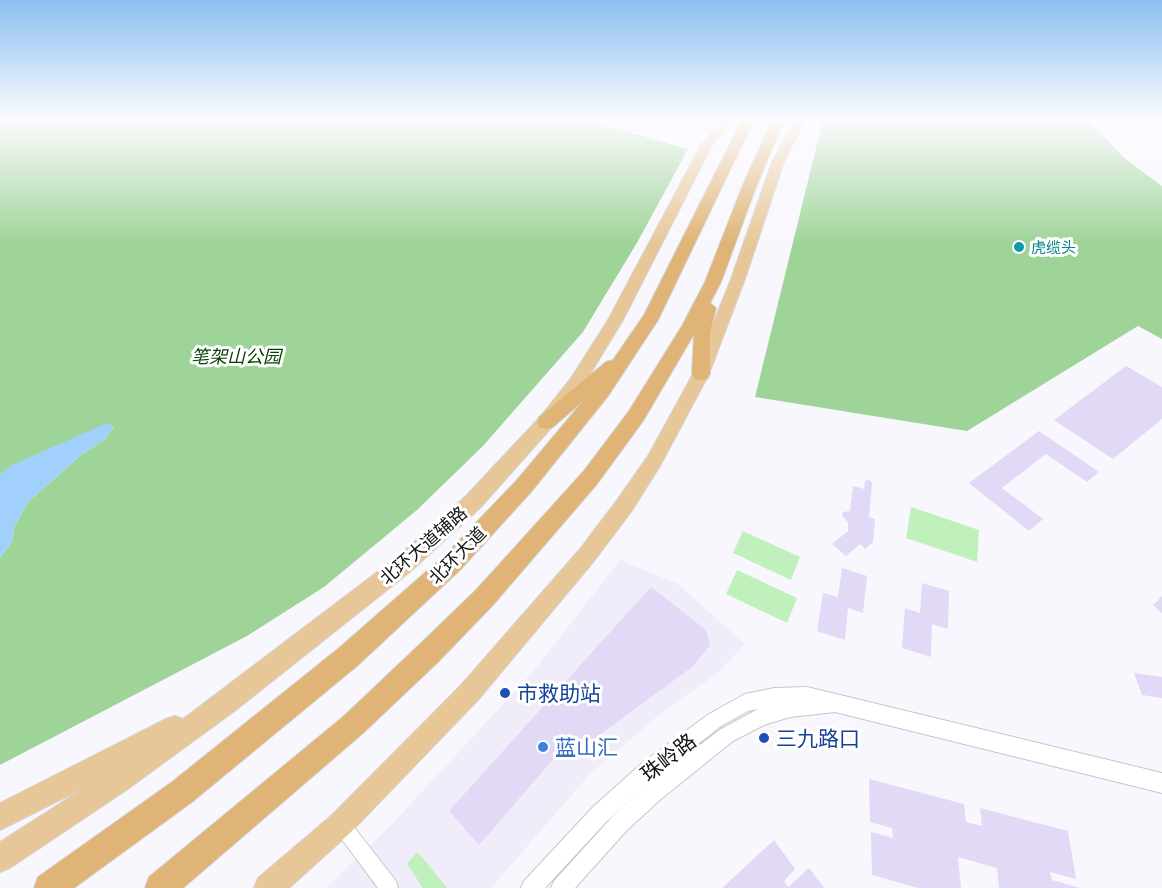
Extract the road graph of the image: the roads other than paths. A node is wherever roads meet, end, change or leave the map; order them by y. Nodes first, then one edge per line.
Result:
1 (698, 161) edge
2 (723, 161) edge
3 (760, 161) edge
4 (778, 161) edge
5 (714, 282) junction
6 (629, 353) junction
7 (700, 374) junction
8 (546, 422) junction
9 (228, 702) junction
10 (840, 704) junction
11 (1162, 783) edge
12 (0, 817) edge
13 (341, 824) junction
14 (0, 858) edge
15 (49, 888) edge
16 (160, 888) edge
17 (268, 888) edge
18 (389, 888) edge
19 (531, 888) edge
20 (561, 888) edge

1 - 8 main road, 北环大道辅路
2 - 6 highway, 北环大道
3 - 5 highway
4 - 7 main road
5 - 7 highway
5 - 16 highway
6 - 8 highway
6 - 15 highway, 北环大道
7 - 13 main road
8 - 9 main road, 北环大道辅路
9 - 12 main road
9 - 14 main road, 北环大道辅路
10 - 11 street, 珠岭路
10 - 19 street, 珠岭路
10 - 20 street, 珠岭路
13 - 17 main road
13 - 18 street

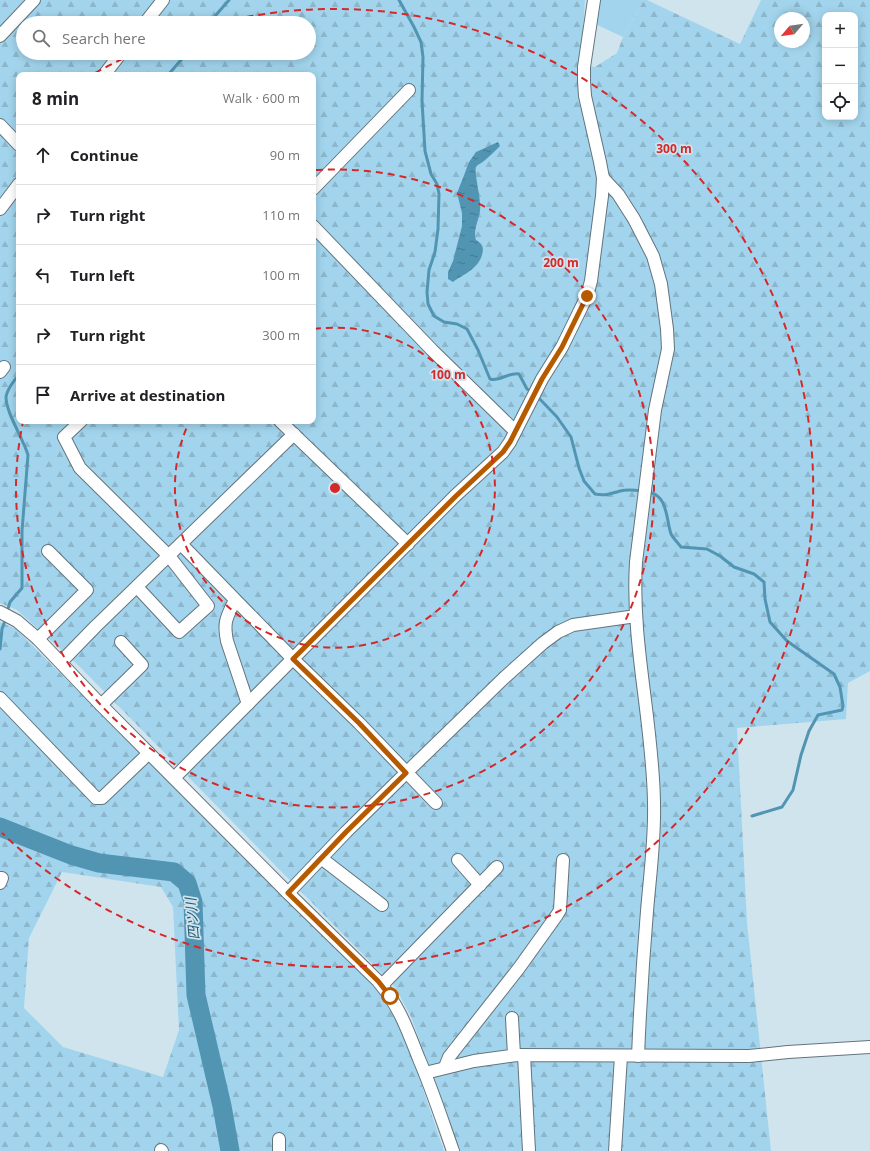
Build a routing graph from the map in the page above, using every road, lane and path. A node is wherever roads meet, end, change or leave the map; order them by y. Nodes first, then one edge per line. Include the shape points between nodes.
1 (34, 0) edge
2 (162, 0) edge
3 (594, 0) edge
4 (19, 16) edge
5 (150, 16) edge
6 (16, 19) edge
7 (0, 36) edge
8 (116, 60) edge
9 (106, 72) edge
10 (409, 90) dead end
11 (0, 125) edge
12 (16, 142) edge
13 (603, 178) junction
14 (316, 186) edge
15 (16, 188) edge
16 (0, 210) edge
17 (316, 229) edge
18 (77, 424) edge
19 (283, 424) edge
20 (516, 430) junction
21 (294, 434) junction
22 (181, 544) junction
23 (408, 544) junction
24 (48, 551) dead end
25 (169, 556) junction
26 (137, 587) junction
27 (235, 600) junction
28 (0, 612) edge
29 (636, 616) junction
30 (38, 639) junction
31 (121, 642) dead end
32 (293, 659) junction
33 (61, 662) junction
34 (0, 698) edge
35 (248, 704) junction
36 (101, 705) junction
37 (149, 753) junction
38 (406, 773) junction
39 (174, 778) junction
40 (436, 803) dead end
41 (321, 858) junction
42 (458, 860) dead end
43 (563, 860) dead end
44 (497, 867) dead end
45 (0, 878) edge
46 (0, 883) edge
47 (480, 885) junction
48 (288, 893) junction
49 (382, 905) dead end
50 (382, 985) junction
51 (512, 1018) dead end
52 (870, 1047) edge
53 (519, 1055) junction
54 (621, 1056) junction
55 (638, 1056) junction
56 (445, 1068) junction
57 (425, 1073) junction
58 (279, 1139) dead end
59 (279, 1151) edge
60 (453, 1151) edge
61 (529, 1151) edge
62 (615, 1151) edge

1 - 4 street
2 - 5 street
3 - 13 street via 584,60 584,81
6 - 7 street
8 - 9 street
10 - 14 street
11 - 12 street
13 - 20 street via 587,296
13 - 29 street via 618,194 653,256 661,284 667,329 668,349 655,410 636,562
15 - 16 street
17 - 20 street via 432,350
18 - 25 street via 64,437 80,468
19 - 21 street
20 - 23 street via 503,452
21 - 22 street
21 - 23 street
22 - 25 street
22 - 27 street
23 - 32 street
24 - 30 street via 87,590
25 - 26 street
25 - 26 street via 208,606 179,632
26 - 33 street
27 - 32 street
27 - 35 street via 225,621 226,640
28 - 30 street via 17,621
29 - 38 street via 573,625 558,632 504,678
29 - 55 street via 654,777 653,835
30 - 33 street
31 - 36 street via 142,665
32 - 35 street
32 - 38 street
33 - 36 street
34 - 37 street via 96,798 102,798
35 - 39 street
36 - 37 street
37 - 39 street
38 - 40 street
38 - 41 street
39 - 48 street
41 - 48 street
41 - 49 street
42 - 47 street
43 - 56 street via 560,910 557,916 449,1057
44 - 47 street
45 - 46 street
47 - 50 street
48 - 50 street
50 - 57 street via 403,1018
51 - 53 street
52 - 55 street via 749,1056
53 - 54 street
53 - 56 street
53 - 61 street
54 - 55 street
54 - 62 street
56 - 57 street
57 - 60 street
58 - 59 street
—————
Whenever a line of the data includes the word "road", show that line in full.

Extract the road graph of the image: the roads other than paths. A node is wherever roads meet, end, change or leave the map; order them by y. Nodes first, then one edge per line.
1 - 8 main road, 北环大道辅路
4 - 7 main road
7 - 13 main road
8 - 9 main road, 北环大道辅路
9 - 12 main road
9 - 14 main road, 北环大道辅路
13 - 17 main road
Build a routing graph from the map in the page above, using every road, lane and path. A node is wherever roads meet, end, change or leave the map; order them by y. Nodes first, then one edge per line. Include the shape points between nodes.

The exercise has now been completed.